_ASSIGNMENT_.
Please transcribe the records precisely; pictures stay out of your copy.

Dataset entries
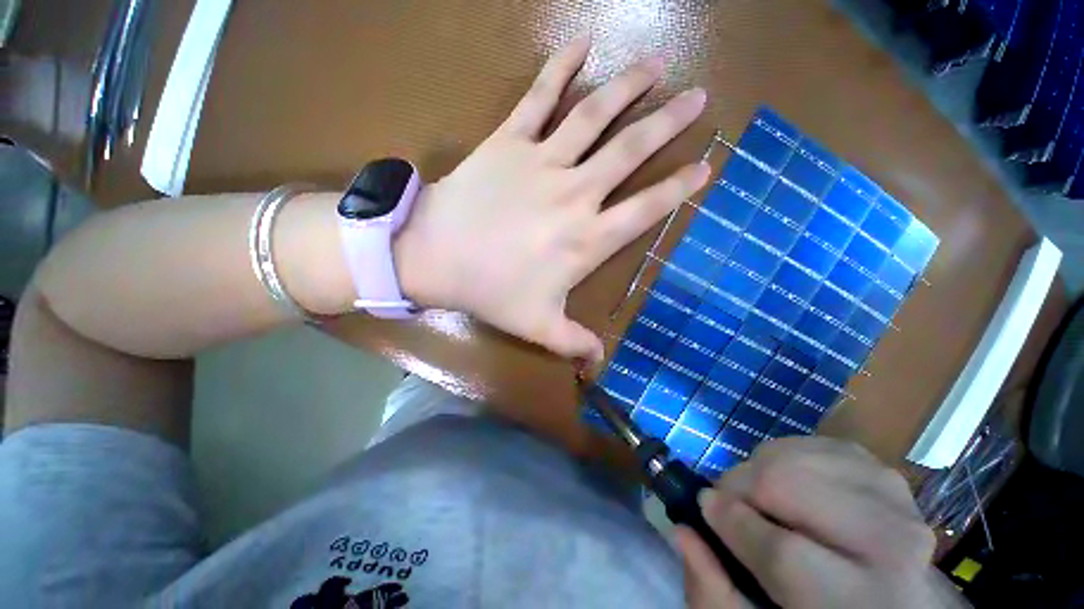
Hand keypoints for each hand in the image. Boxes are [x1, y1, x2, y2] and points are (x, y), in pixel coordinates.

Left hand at [393, 35, 709, 361]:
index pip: (647, 209)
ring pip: (595, 115)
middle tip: (698, 100)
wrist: (437, 257)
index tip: (706, 166)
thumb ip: (573, 343)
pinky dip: (560, 67)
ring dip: (630, 88)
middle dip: (669, 124)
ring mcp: (543, 161)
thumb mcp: (537, 325)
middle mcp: (576, 193)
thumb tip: (599, 364)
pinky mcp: (509, 140)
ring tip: (657, 66)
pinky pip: (539, 96)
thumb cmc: (490, 292)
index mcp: (587, 238)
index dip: (679, 188)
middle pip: (632, 151)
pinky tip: (582, 42)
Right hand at [677, 437, 966, 608]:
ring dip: (763, 469)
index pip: (783, 551)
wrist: (896, 603)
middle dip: (744, 486)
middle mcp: (895, 545)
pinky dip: (788, 455)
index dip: (733, 524)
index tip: (703, 506)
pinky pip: (818, 444)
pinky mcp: (886, 472)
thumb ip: (716, 592)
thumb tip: (683, 532)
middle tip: (728, 501)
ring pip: (801, 455)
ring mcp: (896, 499)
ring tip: (758, 495)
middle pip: (793, 485)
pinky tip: (787, 481)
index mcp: (866, 603)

_EXERCISE RESPONSE_.
Hand keypoints for each hand in the image. Boxes are [x1, y1, x2, y2] and points are (x, y), in pixel coordinates.

Left hand at [393, 35, 709, 361]:
index pip: (647, 209)
ring pip: (595, 115)
middle tip: (698, 100)
wrist: (437, 257)
index tip: (706, 166)
thumb ip: (573, 343)
pinky dip: (560, 67)
ring dip: (630, 88)
middle dip: (669, 124)
ring mcp: (543, 161)
thumb mcp: (537, 325)
middle mcp: (576, 193)
thumb tip: (599, 364)
pinky mcp: (509, 140)
ring tip: (657, 66)
pinky pip: (539, 96)
thumb cmc: (490, 292)
index mcp: (587, 238)
index dip: (679, 188)
middle pip: (632, 151)
pinky tip: (582, 42)
Right hand at [677, 437, 966, 608]:
ring dip: (763, 469)
index pip: (783, 551)
wrist: (896, 603)
middle dip: (744, 486)
middle mcp: (895, 545)
pinky dip: (788, 455)
index dip: (733, 524)
index tip: (703, 506)
pinky pip: (818, 444)
pinky mcp: (886, 472)
thumb ip: (716, 592)
thumb tip: (683, 532)
middle tip: (728, 501)
ring pip: (801, 455)
ring mcp: (896, 499)
ring tip: (758, 495)
middle pip: (793, 485)
pinky tip: (787, 481)
index mcp: (866, 603)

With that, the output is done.